The Ignatian Volunteer Corps (IVC) is an American-Catholic volunteer service which matches volunteers with charities and nonprofits. IVC supports members of its corps through monthly faith sharing meetings, occasional retreats, and opportunities for one on one spiritual reflection in the Ignatian tradition.

History 

IVC was founded in September, 1995 by Jesuit teachers Jim Conroy S.J. and Charlie Costello S.J. with eleven service members in three cities (Philadelphia, Baltimore, Washington D.C.).  Corps members began by serving children and adults in need and reflecting together on their service experiences.  Today, over 600 corps members serve in 25 cities across the country.  The organization relies on a network of Directors and Regional Councils, led by a President/CEO and a national Board of Directors.  The IVC national office is located in Baltimore, Maryland.

In 2002, Jim Conroy stepped down from the Executive director position in order to continue his Jesuit mission of service elsewhere.  He still maintains contact with IVC and serves on the Board of Directors.

On October 29, 2004, Charlie Costello died from ill health.

IVC was founded 1995 by Jim Conroy SJ and Charlie Costello SJ in response to both the growing retired and semi-retired community in the U.S. and the desire of mature adults to express their faith in the light of Vatican II.  From a handful of service members working in Baltimore at its founding, IVC has grown to over 650 service members nationwide.

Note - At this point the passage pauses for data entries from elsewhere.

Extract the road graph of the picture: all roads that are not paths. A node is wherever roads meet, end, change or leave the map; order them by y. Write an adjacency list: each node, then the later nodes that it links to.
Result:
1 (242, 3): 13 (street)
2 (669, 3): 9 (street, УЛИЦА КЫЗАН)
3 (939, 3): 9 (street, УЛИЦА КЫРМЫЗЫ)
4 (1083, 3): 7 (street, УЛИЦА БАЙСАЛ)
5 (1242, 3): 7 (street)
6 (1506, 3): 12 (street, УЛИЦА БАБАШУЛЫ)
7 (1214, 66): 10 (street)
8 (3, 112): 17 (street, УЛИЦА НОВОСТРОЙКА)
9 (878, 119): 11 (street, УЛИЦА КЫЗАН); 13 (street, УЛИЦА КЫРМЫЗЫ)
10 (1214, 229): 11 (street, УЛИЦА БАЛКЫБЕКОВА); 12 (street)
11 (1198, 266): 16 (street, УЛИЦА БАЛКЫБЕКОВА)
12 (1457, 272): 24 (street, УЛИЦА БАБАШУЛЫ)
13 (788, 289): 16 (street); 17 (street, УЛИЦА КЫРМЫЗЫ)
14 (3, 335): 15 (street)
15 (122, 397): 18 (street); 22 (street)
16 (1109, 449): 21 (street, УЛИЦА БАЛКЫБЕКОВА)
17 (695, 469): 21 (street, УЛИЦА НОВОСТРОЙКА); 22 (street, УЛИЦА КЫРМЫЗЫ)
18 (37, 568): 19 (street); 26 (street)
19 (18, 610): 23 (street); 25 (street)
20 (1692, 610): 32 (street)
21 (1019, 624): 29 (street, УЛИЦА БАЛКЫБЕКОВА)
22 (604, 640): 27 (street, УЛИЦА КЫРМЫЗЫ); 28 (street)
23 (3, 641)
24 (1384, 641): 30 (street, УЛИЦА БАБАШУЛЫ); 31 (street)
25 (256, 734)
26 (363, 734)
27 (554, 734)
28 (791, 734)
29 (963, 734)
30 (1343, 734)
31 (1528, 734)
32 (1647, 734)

As IVC grew, it adopted a regional chapter model with twenty-three regions reporting to a national headquarters in Baltimore. Regional offices are managed by directors who have the resources, flexibility, and sufficient autonomy to accomplish the local mission of IVC while conforming to the essential norms and values of the IVC. Each office is expected to be economically viable, which is to say, covering all local operating expenses plus sharing in overhead costs related to all IVC regions such as costs related to accounting, payroll, grant writing, and marketing support.

The Program 

Members of IVC's service corps commit to 600 hours a year (roughly two days a week) of skilled service with local charities.  IVC works with partner community organizations addressing myriad social ills and working to create a more just world.  Candidates for service positions are screened and vetted by region directors.  Suitable candidates are then matched with a service placement based on skills, experience, and desire.  IVC service members commit to one year of service with the ability to renew that commitment each year thereafter.  Along with their hours of service with partner agencies, IVC service members attend monthly support meetings and engage on reflection on their service assignment.  IVC service members receive no material compensation for their work, remain in their own homes and continue to be involved in their family, parish and community activities.

Partner agencies apply to IVC to receive a service member.  IVC leverages human capital in the form of lifetimes of personal and professional experience.  Partner agencies gain voluntary part-time nurses, lawyers, counselors, architects, and financial planner through IVC.

IVC's Roots 

IVC accepts and encourages Ignatian volunteers of all Christian faiths. The program itself is rooted in the spirituality of St. Ignatius of Loyola, founder of the Society of Jesus.  While members of the Society of Jesus, or Jesuits, are members of a religious order, IVC is one way among many for lay people to experience Ignatian spirituality. Ignatian spirituality is the practice of taking time to reflect and pray, to imitate Jesus and to discern God’s calling.  IVC borrows much from St. Ignatius of Loyola - his compassion; his commitment to people who are poor, marginalized, and abandoned; his desire to serve and bring about reconciliation in the world through love.  IVC encourages its Volunteers to proceed in such a way of pilgrimage and labor in Christ. 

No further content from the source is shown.